La rencontre avec Betty, cette antiquaire qui a accouché d'un fils le même jour que Lina.

Et au même endroit.

L'absence subie de Moshe, le juif géniteur.

Nice.

Une découverte rue par rue.

Souvenir par souvenir.

Odeur par odeur.

Un corps à corps pudique avec la mémoire effacée.

Aidé un tantinet par les legos du docteur Novak.

Se perdre dans Nice pour mieux se retrouver.

Pour se rencontrer.

Et rencontrer enfin celle qui fut sa mère.

Fotto, il a les mots pour le dire.

Il est bouleversant d'authenticité.

Le lire...

C'est déguster panisses et soccas au coucher de soleil sur La Prom'.

"Ma mémoire me roule dans la farine. Une grande traînée blanche."

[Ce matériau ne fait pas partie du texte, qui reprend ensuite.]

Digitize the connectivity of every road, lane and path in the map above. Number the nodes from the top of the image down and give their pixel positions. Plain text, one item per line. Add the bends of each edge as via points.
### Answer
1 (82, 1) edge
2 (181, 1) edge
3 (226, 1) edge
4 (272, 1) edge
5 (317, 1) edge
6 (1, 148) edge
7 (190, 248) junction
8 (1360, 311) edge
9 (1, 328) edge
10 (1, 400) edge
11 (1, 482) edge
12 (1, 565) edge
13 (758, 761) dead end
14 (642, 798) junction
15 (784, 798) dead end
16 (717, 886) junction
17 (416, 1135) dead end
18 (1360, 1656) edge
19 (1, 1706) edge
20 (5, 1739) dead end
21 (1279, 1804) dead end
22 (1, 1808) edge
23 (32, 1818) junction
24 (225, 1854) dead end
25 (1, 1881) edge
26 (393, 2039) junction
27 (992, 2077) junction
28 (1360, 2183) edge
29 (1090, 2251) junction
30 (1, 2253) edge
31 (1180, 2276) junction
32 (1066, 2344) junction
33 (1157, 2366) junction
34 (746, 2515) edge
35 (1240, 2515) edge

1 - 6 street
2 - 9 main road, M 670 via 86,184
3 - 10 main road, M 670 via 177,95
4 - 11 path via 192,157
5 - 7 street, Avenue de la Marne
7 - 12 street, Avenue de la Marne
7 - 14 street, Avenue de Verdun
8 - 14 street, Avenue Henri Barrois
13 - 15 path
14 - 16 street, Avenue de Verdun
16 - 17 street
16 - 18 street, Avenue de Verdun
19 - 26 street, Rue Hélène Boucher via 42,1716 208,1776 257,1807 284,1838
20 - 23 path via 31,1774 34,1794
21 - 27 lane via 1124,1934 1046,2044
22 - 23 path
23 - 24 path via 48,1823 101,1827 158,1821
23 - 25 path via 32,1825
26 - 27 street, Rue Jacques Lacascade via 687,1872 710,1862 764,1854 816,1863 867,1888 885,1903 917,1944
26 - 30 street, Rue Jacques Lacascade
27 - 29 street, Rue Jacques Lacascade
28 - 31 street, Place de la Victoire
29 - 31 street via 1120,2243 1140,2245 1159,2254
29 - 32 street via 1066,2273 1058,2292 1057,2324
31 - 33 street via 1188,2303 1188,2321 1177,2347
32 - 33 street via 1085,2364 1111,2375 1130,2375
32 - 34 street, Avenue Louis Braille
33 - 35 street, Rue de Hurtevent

C'est boire un petit côte de Provence bien frais à La Merenda.

C'est assister à l'incendie du père Noël géant devant l'hôpital Lenval.

C'est humer les odeurs d'huile d'olive et d'oignons grillés qui hantent les ruelles...

"Petit garçon, lorsque Lina me disait : "Tu es né à Nice", je comprenais que j'étais né anis. Ce mot avait un goût de bonbon. Je n'avais pas imaginé qu'il s'agissait d'une ville."

C'est choisir des cartes postales anciennes dans une venelle derrière Le Ruhl.

Modiques pièces d'un ultime puzzle intime à toujours réinventer.

"Le 26 août 1960, à cinq heures du soir, tu t'es ouverte comme la Mer Rouge. Je suis né, sauvé des eaux. Dire que Moshé Moïse a manqué ce spectacle."

La vraie naissance par l'écriture.

"J'ai passé des années à ne pas écrire ce livre... J'ai mis 4 ans à écrire ce texte et j'ai l'impression que j'ai eu les larmes aux yeux pendant 4 ans... Je suis quelqu'un qui écrit pour savoir qui il est" déclare Eric Fottorino à Patricia Martin sur France Inter.

Mais quel bonheur que cet accouchement tardif.

Car ce livre est un cri.

Ce livre est un chant.

Un cri. Un chant. Une ode. Une complainte.

D'un fils à sa mère.

C'est aussi une quête.

D'un fils qui se perd pour mieux se retrouver.

Pour mieux naître enfin à l'amour de sa mère.

Une naissance tardive.

Et émouvante comme celle d'un enfant par trop désiré.

"Il est cinq heures du soir et nous venons de naître"

Liliane Langellier

 

17 ans. La quête niçoise d'Eric Fottorino.